ChIP-seq-counts exploration

counts<- read.csv("/Users/mtang1/projects/diff_ChIP_test/results/broad_peaks_all/counts_table.csv",
                  header = F)

## give some meaniningful names
names(counts)<- c("peak_id", "chr", "start", "end", "strand", "length",
                  "subRead_Mcf7_input", "subRead_Mcf7Rep1", "subRead_Mcf7Rep2",
                  "subRead_Panc1_input", "subRead_Panc1Rep1", "subRead_Panc1Rep2",
                  "bedtools_Mcf7_input", "bedtools_Mcf7Rep1", "bedtools_Mcf7Rep2",
                  "bedtools_Panc1_input", "bedtools_Panc1Rep1", "bedtools_Panc1Rep2")

plot with ggplot2

library(ggplot2)

ggplot(counts) + geom_point(aes(x=log2(subRead_Mcf7Rep1 +1 ), y=log2(bedtools_Mcf7Rep1 +1))) +
        geom_abline(intercept = 0, slope = 1, col="red")

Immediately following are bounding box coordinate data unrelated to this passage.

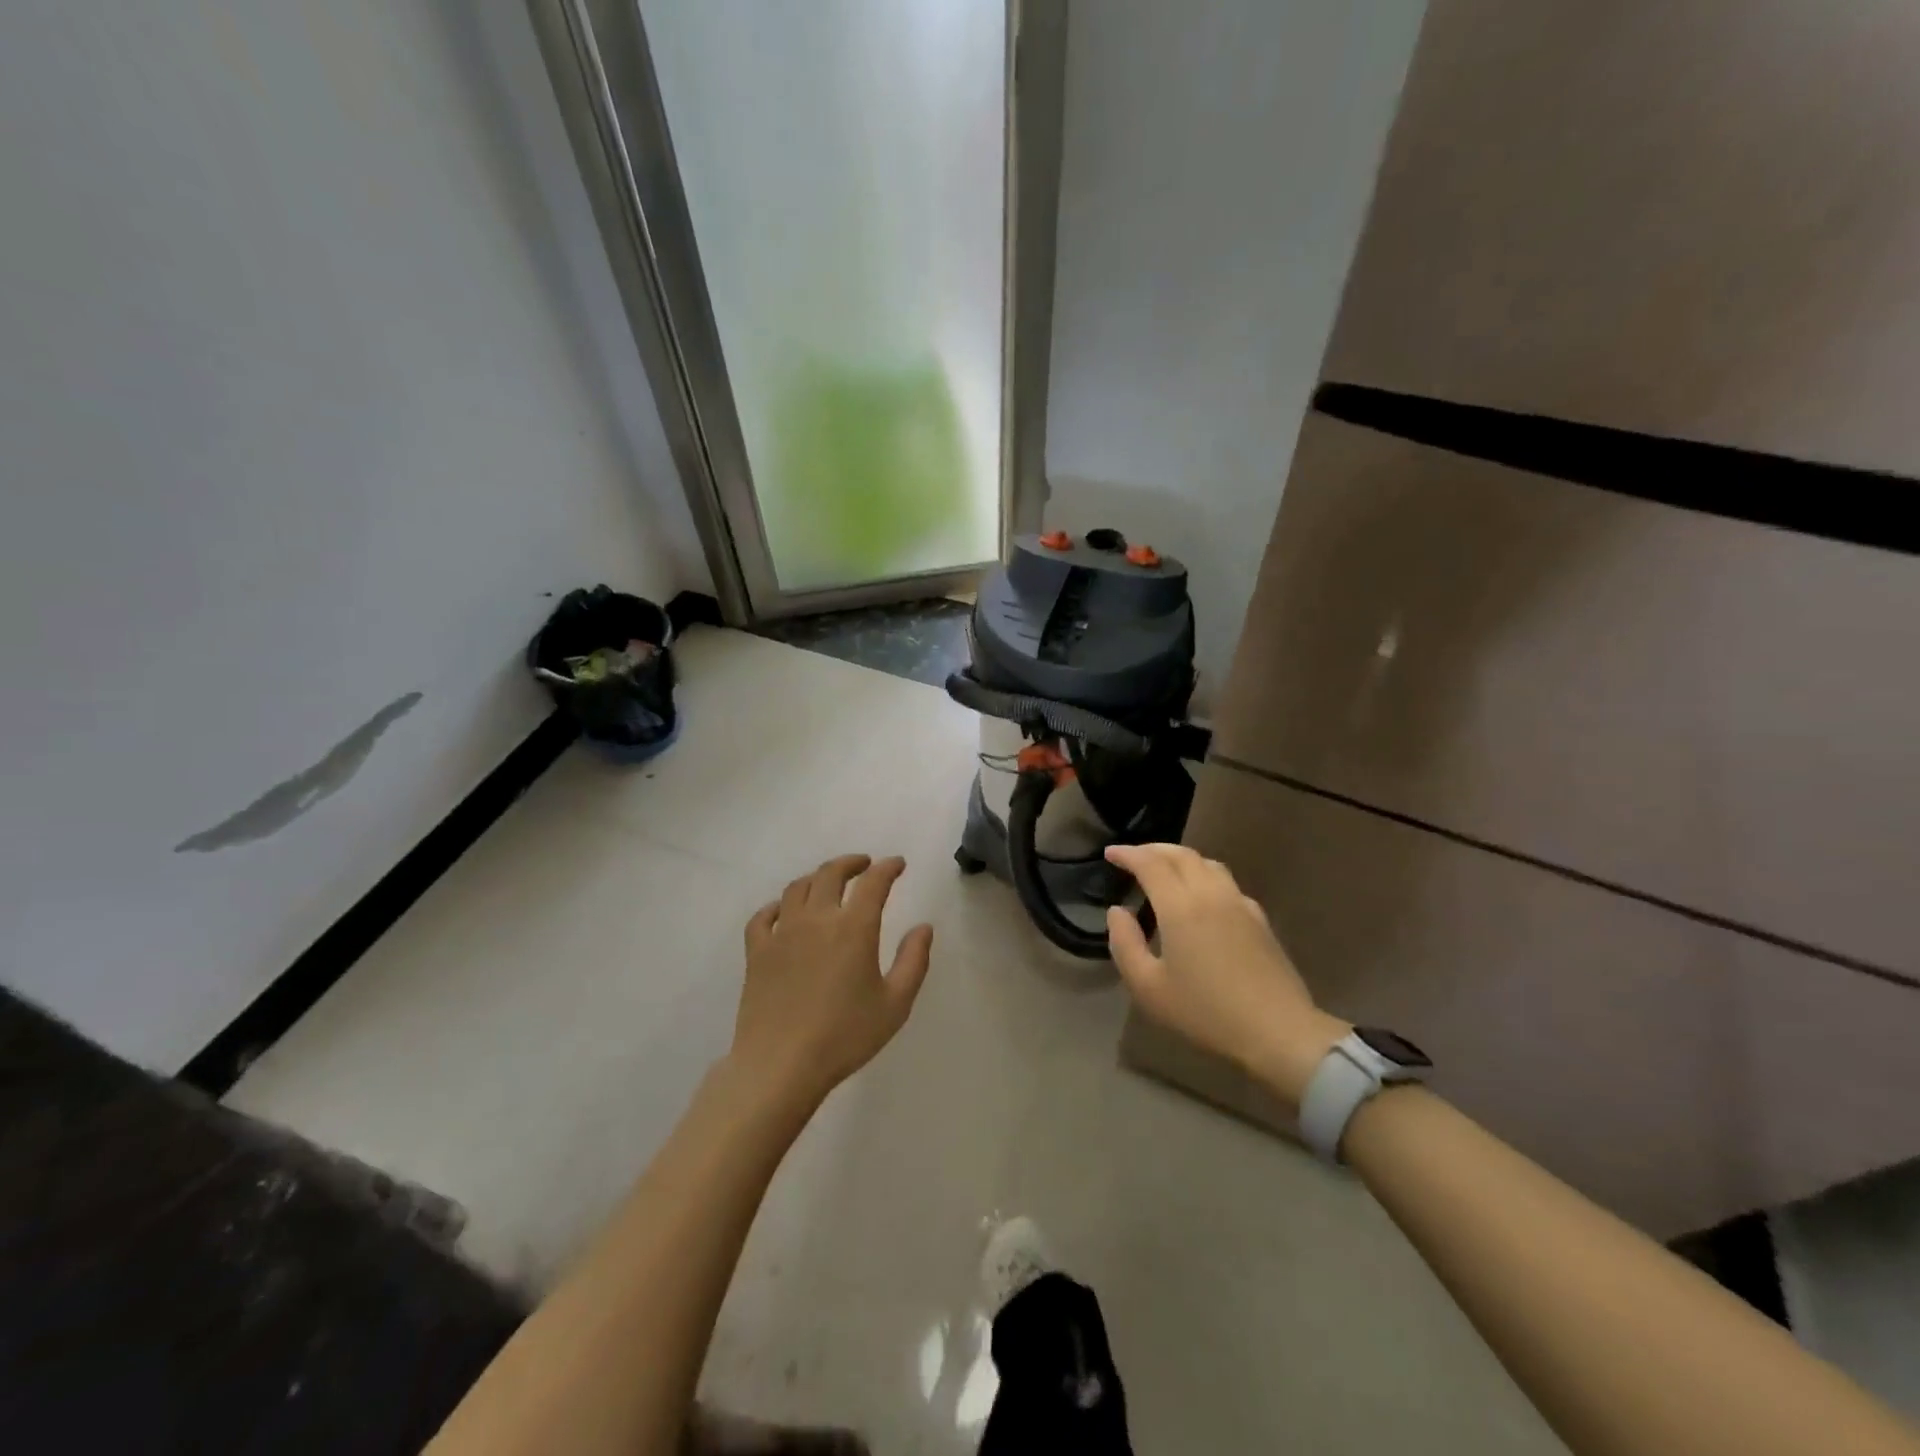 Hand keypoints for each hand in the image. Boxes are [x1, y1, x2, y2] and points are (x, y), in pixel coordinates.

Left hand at [730, 854, 934, 1110]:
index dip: (888, 868)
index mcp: (853, 928)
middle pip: (830, 874)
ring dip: (816, 878)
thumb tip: (923, 927)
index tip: (897, 864)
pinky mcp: (756, 952)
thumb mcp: (895, 1004)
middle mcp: (816, 919)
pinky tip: (783, 911)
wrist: (781, 1066)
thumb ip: (913, 961)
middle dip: (851, 863)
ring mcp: (782, 933)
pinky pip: (763, 916)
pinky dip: (776, 906)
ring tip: (827, 883)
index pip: (873, 882)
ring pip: (797, 888)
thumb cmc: (845, 1036)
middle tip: (864, 865)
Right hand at [1105, 843, 1347, 1110]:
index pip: (1150, 863)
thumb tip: (1117, 912)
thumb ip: (1125, 944)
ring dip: (1181, 858)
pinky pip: (1226, 882)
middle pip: (1181, 855)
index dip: (1128, 854)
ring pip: (1207, 863)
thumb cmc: (1205, 1012)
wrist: (1278, 1032)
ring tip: (1165, 869)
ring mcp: (1239, 903)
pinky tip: (1201, 896)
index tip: (1110, 853)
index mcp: (1180, 906)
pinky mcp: (1259, 918)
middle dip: (1153, 850)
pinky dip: (1204, 875)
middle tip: (1133, 857)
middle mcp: (1211, 894)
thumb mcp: (1148, 987) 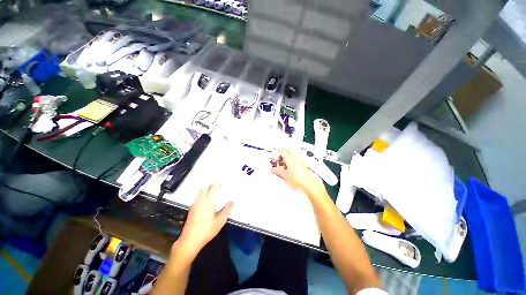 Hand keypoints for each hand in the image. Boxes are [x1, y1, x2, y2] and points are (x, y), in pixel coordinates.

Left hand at [175, 184, 232, 255]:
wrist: (190, 240)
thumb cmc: (207, 230)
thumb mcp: (220, 221)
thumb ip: (227, 209)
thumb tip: (232, 201)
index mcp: (208, 201)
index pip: (213, 188)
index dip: (219, 184)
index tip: (223, 183)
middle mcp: (201, 200)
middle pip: (206, 187)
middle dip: (212, 184)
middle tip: (218, 185)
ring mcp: (195, 204)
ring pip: (200, 191)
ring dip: (206, 188)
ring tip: (212, 189)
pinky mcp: (191, 209)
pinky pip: (197, 196)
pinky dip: (201, 193)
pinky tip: (205, 199)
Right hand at [271, 149, 325, 196]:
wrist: (307, 183)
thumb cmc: (297, 178)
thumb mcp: (284, 175)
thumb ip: (277, 171)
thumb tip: (273, 169)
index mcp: (289, 158)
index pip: (282, 151)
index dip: (279, 150)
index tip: (277, 151)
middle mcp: (295, 158)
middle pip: (288, 151)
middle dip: (284, 153)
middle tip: (280, 158)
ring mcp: (300, 161)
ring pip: (293, 155)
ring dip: (288, 157)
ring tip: (285, 164)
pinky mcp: (303, 165)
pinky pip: (296, 160)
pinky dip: (293, 162)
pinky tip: (291, 168) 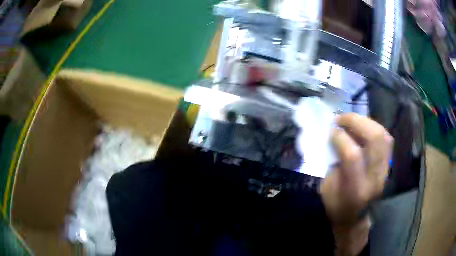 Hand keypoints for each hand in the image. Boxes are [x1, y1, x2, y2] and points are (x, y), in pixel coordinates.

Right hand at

Subread counts and bedtools counts are very similar. see correlation below.

cor(log2(counts$subRead_Mcf7Rep1+1), log2(counts$bedtools_Mcf7Rep1+1))

## [1] 0.999985

counts between replicates:

ggplot(counts) + geom_point(aes(x=log2(subRead_Mcf7Rep1 +1 ), y=log2(subRead_Mcf7Rep2 +1))) +
        geom_abline(intercept = 0, slope = 1, col="red")

ggplot(counts) + geom_point(aes(x=log2(subRead_Panc1Rep1 +1 ), y=log2(subRead_Panc1Rep2 +1))) +
        geom_abline(intercept = 0, slope = 1, col="red")

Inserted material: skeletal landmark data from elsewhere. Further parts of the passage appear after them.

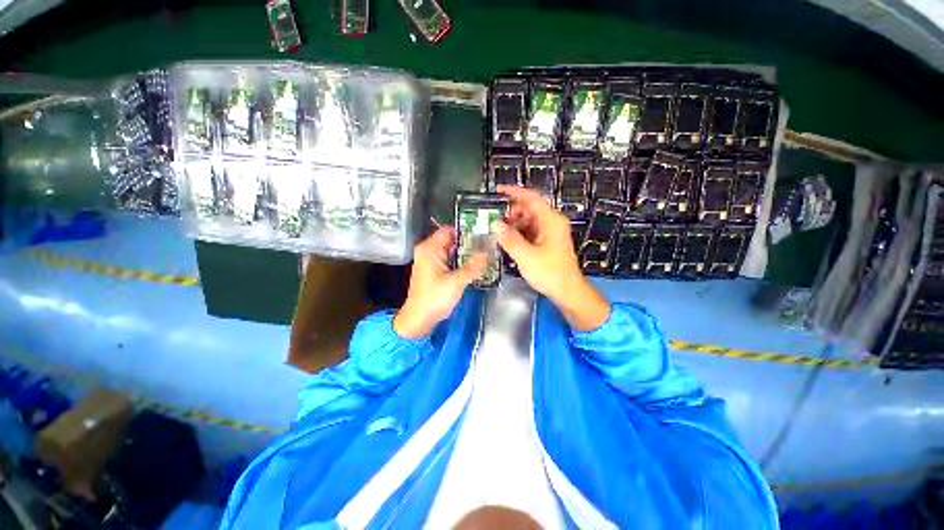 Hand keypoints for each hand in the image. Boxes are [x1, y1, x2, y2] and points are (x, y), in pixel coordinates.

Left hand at [393, 227, 486, 339]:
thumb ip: (473, 267)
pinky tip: (474, 267)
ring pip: (451, 251)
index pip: (448, 230)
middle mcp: (428, 251)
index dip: (465, 231)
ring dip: (466, 254)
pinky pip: (450, 261)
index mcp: (429, 248)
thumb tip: (488, 254)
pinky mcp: (434, 271)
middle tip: (487, 247)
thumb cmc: (434, 298)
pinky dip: (461, 262)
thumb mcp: (456, 282)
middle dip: (468, 244)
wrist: (419, 319)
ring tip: (485, 256)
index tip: (482, 235)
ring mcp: (431, 262)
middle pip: (451, 240)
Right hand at [495, 185, 610, 331]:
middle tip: (494, 220)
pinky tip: (508, 241)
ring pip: (528, 221)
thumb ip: (509, 239)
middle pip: (529, 209)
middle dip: (511, 213)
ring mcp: (549, 233)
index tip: (498, 191)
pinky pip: (530, 232)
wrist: (567, 291)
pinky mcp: (547, 243)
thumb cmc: (550, 273)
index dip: (514, 192)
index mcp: (550, 221)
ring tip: (498, 233)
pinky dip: (518, 234)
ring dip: (513, 225)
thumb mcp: (526, 256)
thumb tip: (495, 224)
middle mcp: (551, 223)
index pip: (532, 198) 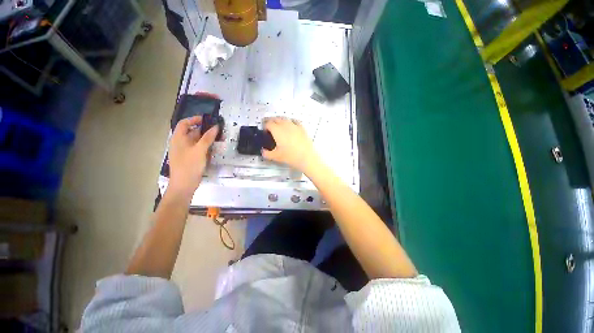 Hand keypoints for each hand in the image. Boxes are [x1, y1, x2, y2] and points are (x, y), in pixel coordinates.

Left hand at [168, 116, 217, 196]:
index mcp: (178, 139)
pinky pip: (199, 150)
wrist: (184, 185)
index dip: (194, 119)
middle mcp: (181, 143)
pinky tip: (214, 150)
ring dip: (208, 140)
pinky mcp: (191, 159)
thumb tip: (215, 127)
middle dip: (205, 131)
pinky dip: (206, 148)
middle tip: (218, 131)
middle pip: (192, 132)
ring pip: (197, 142)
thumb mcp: (200, 150)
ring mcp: (185, 152)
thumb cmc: (189, 166)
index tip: (207, 120)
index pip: (184, 123)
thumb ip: (208, 138)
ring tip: (219, 140)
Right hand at [262, 117, 317, 171]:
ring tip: (278, 124)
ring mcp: (294, 126)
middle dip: (271, 121)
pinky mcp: (302, 128)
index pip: (268, 123)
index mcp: (277, 131)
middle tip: (269, 126)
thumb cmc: (292, 156)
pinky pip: (295, 121)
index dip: (264, 126)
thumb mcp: (276, 157)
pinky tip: (291, 124)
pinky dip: (290, 121)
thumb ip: (266, 153)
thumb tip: (264, 152)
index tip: (264, 130)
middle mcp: (286, 126)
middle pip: (276, 119)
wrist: (306, 157)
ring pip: (285, 118)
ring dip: (280, 120) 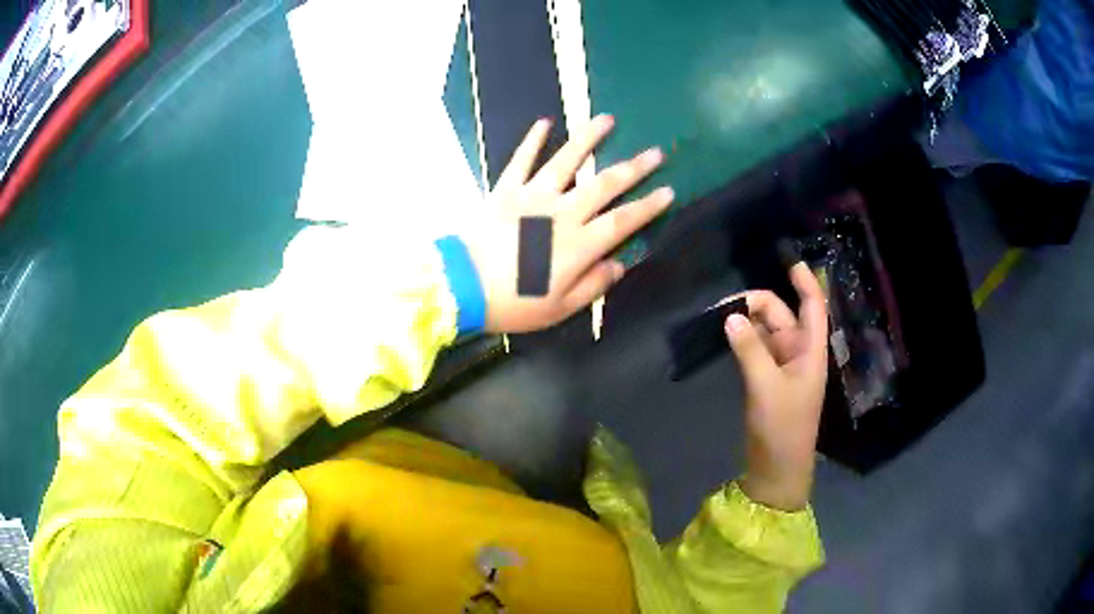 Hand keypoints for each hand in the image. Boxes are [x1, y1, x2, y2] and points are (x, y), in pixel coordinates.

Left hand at [463, 115, 673, 332]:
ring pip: (567, 161)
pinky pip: (522, 160)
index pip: (623, 220)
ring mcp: (533, 197)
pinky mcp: (506, 190)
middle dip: (634, 168)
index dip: (648, 206)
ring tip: (607, 119)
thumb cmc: (513, 303)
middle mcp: (562, 213)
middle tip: (656, 152)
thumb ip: (592, 285)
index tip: (668, 191)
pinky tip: (544, 122)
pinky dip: (532, 140)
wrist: (462, 286)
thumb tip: (618, 265)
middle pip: (605, 184)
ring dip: (589, 138)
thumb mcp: (559, 308)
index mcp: (578, 244)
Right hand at [724, 262, 828, 510]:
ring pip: (768, 333)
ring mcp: (783, 369)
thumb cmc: (781, 428)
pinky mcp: (768, 382)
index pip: (813, 308)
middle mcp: (799, 355)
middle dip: (760, 304)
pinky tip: (728, 335)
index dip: (805, 283)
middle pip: (784, 317)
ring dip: (749, 322)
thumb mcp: (766, 387)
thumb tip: (731, 316)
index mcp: (811, 352)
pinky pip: (758, 351)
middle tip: (726, 304)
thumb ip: (750, 350)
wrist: (776, 469)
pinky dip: (745, 340)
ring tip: (721, 316)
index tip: (789, 260)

counts between different cell lines

ggplot(counts) + geom_point(aes(x=log2(subRead_Mcf7Rep1 +1 ), y=log2(subRead_Panc1Rep1 +1))) +
        geom_abline(intercept = 0, slope = 1, col="red")

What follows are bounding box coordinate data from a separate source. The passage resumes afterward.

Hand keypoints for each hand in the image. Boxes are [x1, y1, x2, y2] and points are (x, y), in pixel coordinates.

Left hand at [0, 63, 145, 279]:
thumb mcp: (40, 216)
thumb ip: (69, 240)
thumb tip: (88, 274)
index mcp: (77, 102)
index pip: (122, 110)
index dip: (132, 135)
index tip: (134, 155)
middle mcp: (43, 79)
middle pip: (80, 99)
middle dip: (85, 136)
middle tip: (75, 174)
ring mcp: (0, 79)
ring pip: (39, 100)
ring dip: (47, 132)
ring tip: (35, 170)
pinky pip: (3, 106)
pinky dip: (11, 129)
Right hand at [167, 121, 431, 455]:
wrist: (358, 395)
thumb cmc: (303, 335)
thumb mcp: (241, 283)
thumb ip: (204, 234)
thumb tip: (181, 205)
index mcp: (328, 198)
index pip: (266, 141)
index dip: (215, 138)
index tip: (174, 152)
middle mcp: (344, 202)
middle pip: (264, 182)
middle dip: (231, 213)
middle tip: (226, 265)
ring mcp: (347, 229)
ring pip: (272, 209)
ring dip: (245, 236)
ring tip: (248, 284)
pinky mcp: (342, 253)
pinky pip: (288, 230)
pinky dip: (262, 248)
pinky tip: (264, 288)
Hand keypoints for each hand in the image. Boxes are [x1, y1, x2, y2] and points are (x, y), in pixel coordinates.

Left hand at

It is more variable between cell lines. See paper Sequence and chromatin determinants of cell-type–specific transcription factor binding Fig5B.

pearson correlation of different counts

cor(log2(counts$subRead_Mcf7Rep1+1), log2(counts$subRead_Mcf7Rep2+1))

## [1] 0.9742128

cor(log2(counts$subRead_Panc1Rep1+1), log2(counts$subRead_Panc1Rep2+1))

## [1] 0.960262

cor(log2(counts$subRead_Mcf7Rep1+1), log2(counts$subRead_Panc1Rep1+1))

## [1] 0.5210859

PCA analysis

subread_counts<- counts[,7:12]

X<- subread_counts
sv = svd(t(X))
U = sv$u
V = sv$v
D = sv$d

Z<- t(X) %*% V

cols = as.numeric(as.factor(colnames(X)))
plot(Z[,1], Z[,2], type ="n", xlab="PC1", ylab="PC2")
text(Z[,1], Z[,2], colnames(X), col=cols)

MCF7 replicates cluster together, Panc1 replicates cluster together and inputs cluster together.